START DATA TO PROCESS

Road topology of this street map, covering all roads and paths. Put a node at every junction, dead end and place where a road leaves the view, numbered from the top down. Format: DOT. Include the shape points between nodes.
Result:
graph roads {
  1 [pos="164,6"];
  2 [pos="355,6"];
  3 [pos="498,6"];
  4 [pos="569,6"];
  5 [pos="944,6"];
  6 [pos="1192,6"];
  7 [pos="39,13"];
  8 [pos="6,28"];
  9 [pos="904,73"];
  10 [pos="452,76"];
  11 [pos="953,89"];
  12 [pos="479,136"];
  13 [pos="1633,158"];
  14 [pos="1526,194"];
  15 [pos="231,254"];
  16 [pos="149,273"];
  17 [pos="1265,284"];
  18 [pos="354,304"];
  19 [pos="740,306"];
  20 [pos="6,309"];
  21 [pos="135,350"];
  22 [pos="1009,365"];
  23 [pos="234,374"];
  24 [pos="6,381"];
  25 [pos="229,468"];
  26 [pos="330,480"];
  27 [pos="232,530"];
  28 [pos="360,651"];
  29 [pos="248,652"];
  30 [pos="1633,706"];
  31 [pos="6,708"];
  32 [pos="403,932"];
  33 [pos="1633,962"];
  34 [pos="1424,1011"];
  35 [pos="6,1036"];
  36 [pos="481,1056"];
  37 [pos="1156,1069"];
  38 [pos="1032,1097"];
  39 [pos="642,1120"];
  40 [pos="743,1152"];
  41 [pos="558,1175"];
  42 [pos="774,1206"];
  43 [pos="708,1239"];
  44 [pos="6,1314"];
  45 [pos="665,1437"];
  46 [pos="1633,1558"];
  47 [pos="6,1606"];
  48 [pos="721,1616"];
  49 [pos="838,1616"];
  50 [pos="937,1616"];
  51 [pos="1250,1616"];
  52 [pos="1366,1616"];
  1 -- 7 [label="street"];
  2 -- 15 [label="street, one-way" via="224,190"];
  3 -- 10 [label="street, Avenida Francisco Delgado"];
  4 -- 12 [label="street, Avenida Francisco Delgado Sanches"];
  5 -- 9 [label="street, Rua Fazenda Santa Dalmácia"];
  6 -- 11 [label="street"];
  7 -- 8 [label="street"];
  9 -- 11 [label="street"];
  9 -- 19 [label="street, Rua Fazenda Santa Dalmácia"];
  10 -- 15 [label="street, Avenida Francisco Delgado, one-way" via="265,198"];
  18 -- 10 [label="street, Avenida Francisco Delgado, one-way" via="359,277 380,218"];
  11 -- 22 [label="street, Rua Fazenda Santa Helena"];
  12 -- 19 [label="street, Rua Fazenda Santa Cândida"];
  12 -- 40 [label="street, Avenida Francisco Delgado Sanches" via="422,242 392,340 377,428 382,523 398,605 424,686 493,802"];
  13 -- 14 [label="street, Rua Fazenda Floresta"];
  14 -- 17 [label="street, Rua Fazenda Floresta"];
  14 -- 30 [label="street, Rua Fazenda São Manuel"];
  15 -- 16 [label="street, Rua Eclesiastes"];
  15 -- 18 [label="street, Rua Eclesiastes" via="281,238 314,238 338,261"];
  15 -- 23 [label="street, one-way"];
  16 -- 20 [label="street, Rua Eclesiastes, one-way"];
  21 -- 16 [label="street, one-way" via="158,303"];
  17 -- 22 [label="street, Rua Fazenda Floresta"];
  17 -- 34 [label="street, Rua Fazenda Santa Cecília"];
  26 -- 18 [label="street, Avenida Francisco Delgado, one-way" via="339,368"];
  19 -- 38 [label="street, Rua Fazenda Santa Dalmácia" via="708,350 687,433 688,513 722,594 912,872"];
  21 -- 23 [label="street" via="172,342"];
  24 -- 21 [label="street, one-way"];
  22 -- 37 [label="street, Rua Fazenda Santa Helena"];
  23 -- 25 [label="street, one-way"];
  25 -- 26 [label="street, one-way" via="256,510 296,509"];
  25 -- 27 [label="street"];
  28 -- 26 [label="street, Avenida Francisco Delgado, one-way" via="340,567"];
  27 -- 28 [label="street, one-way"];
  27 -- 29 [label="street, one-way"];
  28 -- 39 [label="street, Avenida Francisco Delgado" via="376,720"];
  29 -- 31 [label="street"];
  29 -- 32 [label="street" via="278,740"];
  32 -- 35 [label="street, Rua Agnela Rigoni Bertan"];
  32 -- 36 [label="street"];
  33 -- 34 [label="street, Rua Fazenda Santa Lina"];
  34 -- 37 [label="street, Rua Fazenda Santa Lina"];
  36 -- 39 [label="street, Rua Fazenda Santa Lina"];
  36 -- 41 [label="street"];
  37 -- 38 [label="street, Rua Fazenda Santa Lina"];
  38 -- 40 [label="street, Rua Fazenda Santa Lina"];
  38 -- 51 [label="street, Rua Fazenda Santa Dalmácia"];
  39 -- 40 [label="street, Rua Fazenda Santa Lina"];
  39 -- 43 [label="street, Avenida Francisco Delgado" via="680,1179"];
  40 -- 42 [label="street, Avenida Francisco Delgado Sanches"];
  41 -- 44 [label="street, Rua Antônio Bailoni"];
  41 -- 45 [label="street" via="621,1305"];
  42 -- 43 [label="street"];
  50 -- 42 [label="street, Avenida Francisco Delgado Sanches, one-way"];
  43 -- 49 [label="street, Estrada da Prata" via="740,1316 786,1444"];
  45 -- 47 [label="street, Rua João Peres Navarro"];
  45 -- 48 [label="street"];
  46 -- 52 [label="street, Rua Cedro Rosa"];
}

END DATA TO PROCESS

*REQUIREMENT*
The response must give every line from the material above that holds the string "Helena".

*SOLVED PROBLEM*
  11 -- 22 [label="street, Rua Fazenda Santa Helena"];
  22 -- 37 [label="street, Rua Fazenda Santa Helena"];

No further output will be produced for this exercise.